What the task asks: Lines in the records below that contain the word "KOMENSKY" must each be copied.

** Opening Data section block **

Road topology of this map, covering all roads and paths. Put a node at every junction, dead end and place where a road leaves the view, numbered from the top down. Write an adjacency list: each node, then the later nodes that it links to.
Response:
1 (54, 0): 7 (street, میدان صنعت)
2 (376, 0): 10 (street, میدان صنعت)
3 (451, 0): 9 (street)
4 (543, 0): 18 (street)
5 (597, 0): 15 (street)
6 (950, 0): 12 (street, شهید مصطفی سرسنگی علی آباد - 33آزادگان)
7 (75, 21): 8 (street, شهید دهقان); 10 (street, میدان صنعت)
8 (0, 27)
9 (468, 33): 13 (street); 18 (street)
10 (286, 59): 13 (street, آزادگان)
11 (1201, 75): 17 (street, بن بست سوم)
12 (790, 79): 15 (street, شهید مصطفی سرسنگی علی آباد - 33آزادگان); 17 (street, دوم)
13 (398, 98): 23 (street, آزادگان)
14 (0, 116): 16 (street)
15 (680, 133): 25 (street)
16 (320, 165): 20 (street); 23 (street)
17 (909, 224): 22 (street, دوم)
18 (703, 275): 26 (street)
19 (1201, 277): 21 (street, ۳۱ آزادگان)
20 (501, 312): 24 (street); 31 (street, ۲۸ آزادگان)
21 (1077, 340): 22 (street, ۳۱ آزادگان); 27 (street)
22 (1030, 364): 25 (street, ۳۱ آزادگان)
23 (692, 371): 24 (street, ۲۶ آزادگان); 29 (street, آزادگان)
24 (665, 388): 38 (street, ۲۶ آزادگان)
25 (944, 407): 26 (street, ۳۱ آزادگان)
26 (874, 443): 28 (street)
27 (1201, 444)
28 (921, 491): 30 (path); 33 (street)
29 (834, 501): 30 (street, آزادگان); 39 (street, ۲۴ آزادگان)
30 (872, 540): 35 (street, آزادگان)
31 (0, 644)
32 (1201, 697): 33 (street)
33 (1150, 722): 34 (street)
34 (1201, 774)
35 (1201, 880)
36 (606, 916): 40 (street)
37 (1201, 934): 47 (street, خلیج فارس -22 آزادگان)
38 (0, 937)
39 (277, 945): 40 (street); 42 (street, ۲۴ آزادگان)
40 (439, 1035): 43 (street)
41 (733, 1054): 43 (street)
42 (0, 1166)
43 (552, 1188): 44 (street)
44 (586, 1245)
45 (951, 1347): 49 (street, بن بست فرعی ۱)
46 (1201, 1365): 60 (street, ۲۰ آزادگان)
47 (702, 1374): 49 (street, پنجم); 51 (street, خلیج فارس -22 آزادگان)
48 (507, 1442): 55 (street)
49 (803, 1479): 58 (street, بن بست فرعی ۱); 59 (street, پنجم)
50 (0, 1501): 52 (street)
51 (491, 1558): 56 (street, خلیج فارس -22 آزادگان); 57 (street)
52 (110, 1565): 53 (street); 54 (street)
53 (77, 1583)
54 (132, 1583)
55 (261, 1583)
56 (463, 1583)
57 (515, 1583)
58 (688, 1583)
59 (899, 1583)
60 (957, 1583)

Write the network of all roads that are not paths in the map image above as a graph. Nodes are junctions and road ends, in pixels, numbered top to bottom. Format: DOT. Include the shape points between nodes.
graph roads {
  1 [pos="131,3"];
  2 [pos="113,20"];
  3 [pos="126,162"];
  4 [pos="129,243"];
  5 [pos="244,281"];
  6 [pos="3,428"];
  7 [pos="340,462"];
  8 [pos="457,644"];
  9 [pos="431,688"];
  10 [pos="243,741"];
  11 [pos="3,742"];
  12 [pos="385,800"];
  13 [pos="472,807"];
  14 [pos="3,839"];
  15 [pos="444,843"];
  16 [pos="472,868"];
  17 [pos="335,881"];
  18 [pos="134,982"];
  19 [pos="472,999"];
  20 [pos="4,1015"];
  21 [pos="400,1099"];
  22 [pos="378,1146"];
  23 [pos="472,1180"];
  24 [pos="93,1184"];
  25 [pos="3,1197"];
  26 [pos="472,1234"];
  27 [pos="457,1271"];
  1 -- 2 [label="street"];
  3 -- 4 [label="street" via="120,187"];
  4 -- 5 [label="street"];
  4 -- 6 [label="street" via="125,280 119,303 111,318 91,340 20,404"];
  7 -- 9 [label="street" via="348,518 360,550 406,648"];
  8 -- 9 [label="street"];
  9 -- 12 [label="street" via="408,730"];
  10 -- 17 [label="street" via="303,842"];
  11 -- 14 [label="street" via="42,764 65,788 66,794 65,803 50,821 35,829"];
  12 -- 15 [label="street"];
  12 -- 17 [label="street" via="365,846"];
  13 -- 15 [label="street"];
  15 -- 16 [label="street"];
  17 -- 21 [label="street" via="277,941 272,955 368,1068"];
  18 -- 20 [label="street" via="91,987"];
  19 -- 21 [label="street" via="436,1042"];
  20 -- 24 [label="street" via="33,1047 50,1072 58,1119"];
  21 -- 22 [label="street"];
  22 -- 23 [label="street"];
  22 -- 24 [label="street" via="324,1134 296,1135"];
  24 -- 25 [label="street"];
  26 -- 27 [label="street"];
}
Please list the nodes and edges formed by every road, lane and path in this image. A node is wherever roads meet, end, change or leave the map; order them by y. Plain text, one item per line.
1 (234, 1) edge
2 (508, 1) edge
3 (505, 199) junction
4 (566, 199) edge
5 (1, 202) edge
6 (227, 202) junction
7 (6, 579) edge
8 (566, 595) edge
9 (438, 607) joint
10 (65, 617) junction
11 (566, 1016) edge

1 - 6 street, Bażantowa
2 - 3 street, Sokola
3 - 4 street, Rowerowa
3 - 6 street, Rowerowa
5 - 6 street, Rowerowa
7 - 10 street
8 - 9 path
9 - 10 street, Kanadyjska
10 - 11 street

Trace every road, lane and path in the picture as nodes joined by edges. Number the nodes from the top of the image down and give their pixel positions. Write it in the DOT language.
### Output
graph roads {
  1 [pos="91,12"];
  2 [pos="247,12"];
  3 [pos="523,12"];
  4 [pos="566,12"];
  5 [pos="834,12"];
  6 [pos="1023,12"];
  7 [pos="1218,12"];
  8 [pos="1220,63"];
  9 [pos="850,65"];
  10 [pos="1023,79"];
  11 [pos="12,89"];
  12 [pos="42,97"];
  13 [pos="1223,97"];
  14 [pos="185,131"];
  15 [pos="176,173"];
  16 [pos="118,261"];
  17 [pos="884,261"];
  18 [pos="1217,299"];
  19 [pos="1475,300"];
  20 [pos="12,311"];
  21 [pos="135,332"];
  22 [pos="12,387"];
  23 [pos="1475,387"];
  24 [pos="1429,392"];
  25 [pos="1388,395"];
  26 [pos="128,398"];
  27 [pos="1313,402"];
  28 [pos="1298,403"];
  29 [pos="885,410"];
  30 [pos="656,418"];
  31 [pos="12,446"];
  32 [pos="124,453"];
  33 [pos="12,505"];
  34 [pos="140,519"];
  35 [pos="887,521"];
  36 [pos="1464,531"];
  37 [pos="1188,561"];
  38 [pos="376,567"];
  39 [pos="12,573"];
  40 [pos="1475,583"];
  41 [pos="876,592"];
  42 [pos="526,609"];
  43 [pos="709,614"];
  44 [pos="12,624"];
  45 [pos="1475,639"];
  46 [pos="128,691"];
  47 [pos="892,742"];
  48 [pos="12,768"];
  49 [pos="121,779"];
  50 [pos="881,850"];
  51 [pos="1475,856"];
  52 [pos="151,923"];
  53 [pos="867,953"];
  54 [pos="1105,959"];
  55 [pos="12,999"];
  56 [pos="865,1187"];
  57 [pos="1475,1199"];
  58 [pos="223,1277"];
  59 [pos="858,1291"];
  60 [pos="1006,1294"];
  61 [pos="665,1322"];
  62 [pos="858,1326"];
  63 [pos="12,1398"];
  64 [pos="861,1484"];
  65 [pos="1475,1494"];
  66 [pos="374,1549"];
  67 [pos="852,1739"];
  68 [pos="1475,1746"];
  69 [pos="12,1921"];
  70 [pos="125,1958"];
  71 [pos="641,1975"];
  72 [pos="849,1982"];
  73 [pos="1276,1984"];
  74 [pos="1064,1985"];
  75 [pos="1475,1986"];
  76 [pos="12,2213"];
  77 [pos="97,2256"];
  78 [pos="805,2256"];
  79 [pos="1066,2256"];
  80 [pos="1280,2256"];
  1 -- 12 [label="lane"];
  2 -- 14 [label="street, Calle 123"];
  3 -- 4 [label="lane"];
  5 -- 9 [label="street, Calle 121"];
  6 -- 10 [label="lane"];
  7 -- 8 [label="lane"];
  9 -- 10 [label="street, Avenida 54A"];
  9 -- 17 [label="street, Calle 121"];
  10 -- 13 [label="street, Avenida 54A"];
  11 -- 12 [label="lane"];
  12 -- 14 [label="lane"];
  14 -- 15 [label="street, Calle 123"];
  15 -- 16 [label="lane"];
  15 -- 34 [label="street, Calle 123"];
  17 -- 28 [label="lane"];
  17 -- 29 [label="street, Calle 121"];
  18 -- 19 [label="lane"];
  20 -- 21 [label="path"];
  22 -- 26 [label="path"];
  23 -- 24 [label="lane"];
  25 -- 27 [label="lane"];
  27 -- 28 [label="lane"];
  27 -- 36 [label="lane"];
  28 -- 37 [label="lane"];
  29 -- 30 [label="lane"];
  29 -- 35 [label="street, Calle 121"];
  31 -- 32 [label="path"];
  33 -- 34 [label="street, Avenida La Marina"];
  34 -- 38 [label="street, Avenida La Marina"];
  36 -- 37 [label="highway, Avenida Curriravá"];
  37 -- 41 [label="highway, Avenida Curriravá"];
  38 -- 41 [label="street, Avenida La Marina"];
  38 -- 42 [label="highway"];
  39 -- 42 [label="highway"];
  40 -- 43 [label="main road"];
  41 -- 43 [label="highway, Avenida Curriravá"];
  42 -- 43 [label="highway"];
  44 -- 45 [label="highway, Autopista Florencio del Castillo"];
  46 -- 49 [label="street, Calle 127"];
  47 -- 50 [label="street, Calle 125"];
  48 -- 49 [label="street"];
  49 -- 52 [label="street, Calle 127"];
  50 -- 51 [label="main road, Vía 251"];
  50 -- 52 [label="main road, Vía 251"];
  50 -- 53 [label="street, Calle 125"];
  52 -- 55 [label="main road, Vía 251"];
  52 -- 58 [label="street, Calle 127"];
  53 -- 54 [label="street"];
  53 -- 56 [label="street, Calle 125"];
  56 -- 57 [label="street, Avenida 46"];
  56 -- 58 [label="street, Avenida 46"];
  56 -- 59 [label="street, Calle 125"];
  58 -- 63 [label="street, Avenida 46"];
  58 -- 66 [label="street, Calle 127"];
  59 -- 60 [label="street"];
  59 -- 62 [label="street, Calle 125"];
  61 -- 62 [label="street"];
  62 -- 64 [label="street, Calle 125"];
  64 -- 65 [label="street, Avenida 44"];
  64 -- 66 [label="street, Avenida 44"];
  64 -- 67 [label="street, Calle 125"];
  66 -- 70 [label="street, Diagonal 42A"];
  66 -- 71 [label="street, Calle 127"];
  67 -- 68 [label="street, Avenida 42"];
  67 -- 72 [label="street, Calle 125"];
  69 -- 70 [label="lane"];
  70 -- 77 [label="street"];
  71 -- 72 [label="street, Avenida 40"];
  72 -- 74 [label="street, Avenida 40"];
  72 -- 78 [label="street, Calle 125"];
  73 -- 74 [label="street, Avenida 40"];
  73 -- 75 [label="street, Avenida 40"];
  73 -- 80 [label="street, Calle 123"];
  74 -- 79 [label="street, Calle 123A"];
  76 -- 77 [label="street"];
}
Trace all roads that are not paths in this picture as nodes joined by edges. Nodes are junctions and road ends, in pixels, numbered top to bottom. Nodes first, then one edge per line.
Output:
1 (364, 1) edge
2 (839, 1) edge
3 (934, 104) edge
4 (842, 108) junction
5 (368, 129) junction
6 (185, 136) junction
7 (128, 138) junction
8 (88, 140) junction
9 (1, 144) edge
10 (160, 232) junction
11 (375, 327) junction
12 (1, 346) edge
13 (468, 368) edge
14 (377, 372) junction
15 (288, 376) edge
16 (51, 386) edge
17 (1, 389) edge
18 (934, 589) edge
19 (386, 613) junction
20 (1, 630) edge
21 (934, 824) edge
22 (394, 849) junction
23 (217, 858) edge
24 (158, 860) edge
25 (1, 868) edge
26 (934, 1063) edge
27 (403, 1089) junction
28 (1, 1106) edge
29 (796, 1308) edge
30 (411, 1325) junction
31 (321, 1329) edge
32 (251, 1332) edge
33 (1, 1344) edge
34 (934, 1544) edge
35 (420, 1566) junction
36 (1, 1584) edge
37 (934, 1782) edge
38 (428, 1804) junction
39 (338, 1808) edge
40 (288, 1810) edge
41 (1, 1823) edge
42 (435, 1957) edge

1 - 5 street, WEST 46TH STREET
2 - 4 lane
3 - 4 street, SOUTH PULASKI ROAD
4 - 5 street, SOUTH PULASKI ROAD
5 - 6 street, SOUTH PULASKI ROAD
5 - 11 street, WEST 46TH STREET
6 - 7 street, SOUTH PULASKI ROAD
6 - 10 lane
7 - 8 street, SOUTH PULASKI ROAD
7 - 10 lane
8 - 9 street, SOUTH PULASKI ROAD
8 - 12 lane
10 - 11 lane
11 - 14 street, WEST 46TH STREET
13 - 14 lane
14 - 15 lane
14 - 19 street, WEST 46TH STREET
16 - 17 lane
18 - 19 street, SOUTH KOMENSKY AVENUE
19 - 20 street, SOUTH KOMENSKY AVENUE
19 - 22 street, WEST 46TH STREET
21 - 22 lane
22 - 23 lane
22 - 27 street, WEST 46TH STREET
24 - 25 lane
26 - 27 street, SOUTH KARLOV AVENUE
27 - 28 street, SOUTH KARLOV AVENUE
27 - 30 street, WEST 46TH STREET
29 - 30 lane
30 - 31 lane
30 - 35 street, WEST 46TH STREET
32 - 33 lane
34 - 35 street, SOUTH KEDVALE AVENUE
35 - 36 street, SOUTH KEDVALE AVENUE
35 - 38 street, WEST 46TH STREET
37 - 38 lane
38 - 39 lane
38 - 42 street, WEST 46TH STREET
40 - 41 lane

** Closing Data section block **

Solution to the problem:
18 - 19 street, SOUTH KOMENSKY AVENUE
19 - 20 street, SOUTH KOMENSKY AVENUE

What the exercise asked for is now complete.